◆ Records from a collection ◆
■ ■ ■ ■
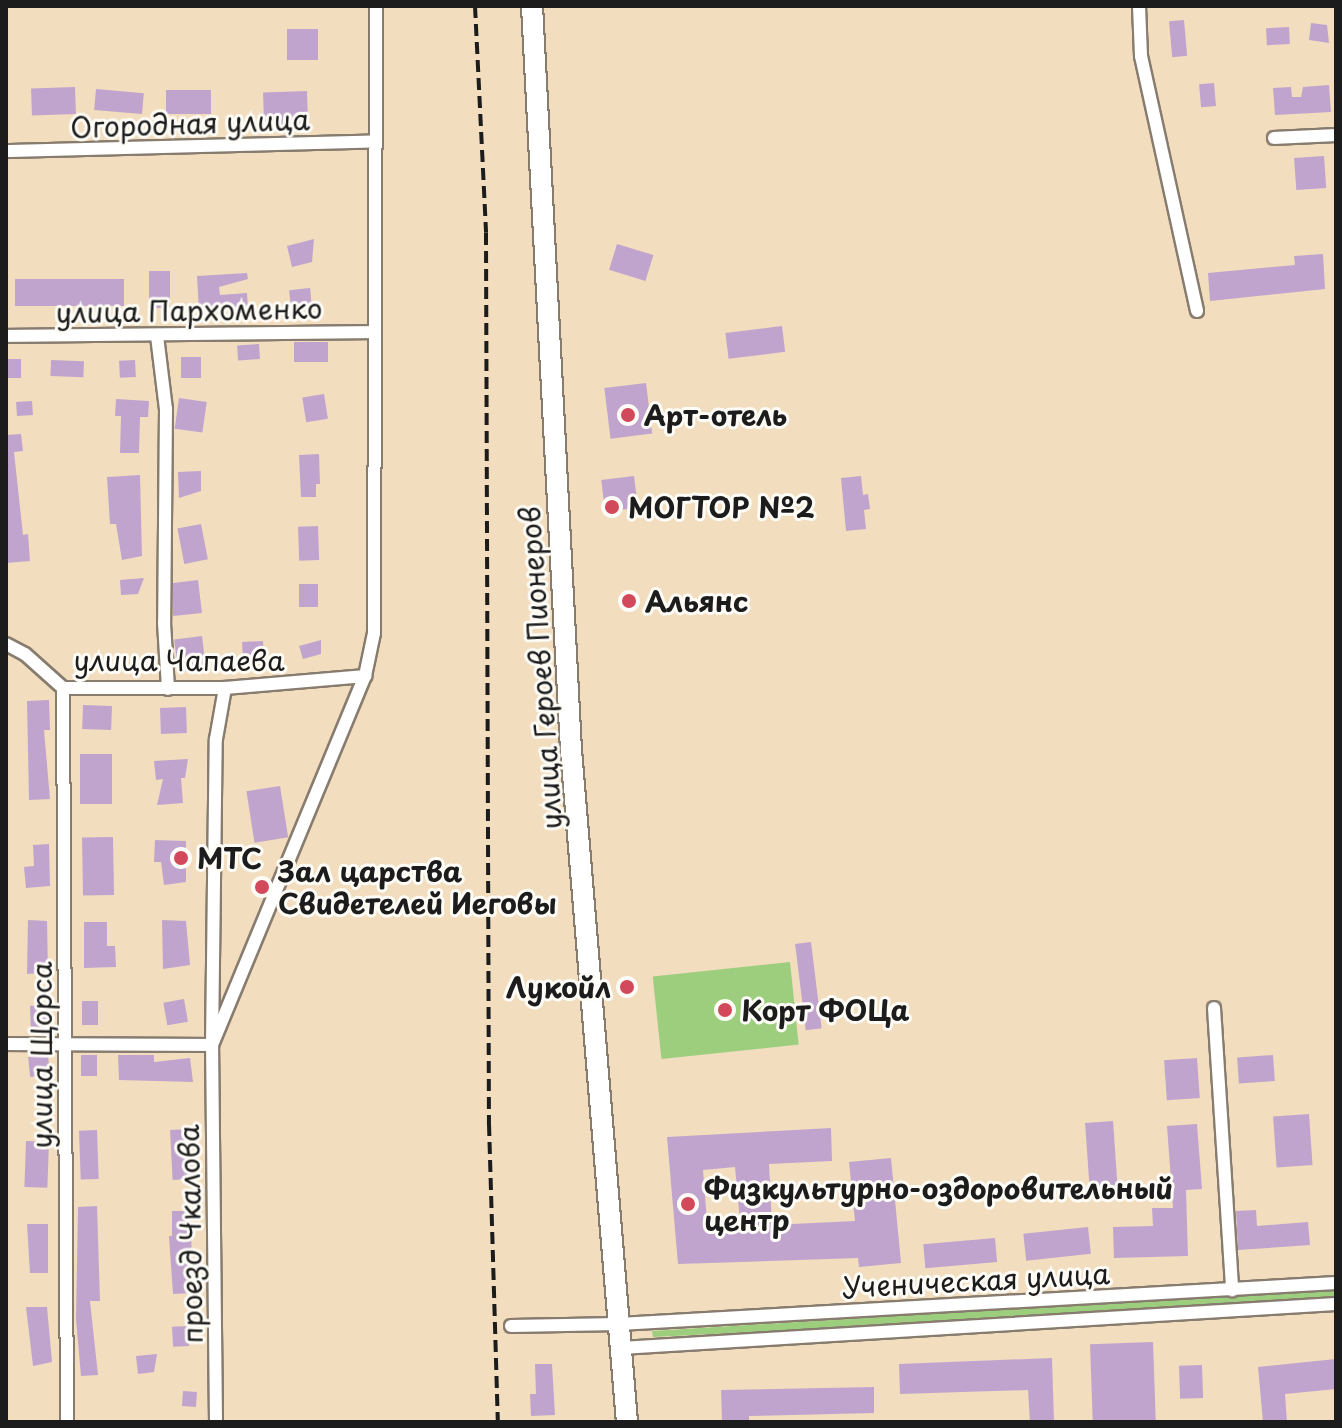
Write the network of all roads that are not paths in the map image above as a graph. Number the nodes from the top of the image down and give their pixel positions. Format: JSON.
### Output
{"nodes":[{"id":1,"x":376,"y":6,"type":"edge"},
{"id":2,"x":532,"y":6,"type":"edge"},
{"id":3,"x":1139,"y":6,"type":"edge"},
{"id":4,"x":1336,"y":135,"type":"edge"},
{"id":5,"x":1274,"y":138,"type":"dead end"},
{"id":6,"x":376,"y":141,"type":"junction"},
{"id":7,"x":6,"y":151,"type":"edge"},
{"id":8,"x":1197,"y":311,"type":"dead end"},
{"id":9,"x":373,"y":332,"type":"junction"},
{"id":10,"x":6,"y":336,"type":"edge"},
{"id":11,"x":157,"y":336,"type":"junction"},
{"id":12,"x":6,"y":644,"type":"edge"},
{"id":13,"x":365,"y":676,"type":"junction"},
{"id":14,"x":63,"y":688,"type":"junction"},
{"id":15,"x":225,"y":688,"type":"junction"},
{"id":16,"x":168,"y":689,"type":"junction"},
{"id":17,"x":1214,"y":1008,"type":"dead end"},
{"id":18,"x":6,"y":1044,"type":"edge"},
{"id":19,"x":65,"y":1044,"type":"junction"},
{"id":20,"x":212,"y":1045,"type":"junction"},
{"id":21,"x":1336,"y":1283,"type":"edge"},
{"id":22,"x":1232,"y":1290,"type":"junction"},
{"id":23,"x":1336,"y":1304,"type":"edge"},
{"id":24,"x":619,"y":1324,"type":"junction"},
{"id":25,"x":511,"y":1326,"type":"dead end"},
{"id":26,"x":621,"y":1348,"type":"junction"},
{"id":27,"x":67,"y":1422,"type":"edge"},
{"id":28,"x":216,"y":1422,"type":"edge"},
{"id":29,"x":627,"y":1422,"type":"edge"}],
"edges":[{"from":1,"to":6,"type":"street"},
{"from":2,"to":24,"type":"main road","name":"улица Героев Пионеров"},
{"from":3,"to":8,"type":"street"},
{"from":4,"to":5,"type":"street"},
{"from":6,"to":7,"type":"street","name":"Огородная улица"},
{"from":6,"to":9,"type":"street"},
{"from":9,"to":11,"type":"street","name":"улица Пархоменко"},
{"from":9,"to":13,"type":"street"},
{"from":10,"to":11,"type":"street","name":"улица Пархоменко"},
{"from":11,"to":16,"type":"street"},
{"from":12,"to":14,"type":"street","name":"улица Чапаева"},
{"from":13,"to":15,"type":"street","name":"улица Чапаева"},
{"from":13,"to":20,"type":"street","name":"проезд Чкалова"},
{"from":14,"to":16,"type":"street","name":"улица Чапаева"},
{"from":14,"to":19,"type":"street","name":"улица Щорса"},
{"from":15,"to":16,"type":"street","name":"улица Чапаева"},
{"from":15,"to":20,"type":"street","name":"проезд Чкалова"},
{"from":17,"to":22,"type":"street"},
{"from":18,"to":19,"type":"street"},
{"from":19,"to":20,"type":"street"},
{"from":19,"to":27,"type":"street","name":"улица Щорса"},
{"from":20,"to":28,"type":"street","name":"проезд Чкалова"},
{"from":21,"to":22,"type":"street","name":"Ученическая улица"},
{"from":22,"to":24,"type":"street","name":"Ученическая улица"},
{"from":23,"to":26,"type":"street","name":"Ученическая улица"},
{"from":24,"to":25,"type":"street","name":"Ученическая улица"},
{"from":24,"to":26,"type":"main road","name":"улица Героев Пионеров"},
{"from":26,"to":29,"type":"main road","name":"улица Героев Пионеров"}]}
■ ■ ■ ■
◆ What you are asked to do ◆
Look through the records above for the word "Пионеров". Report how many lines contain it, as a bare number.

◆ Output ◆
3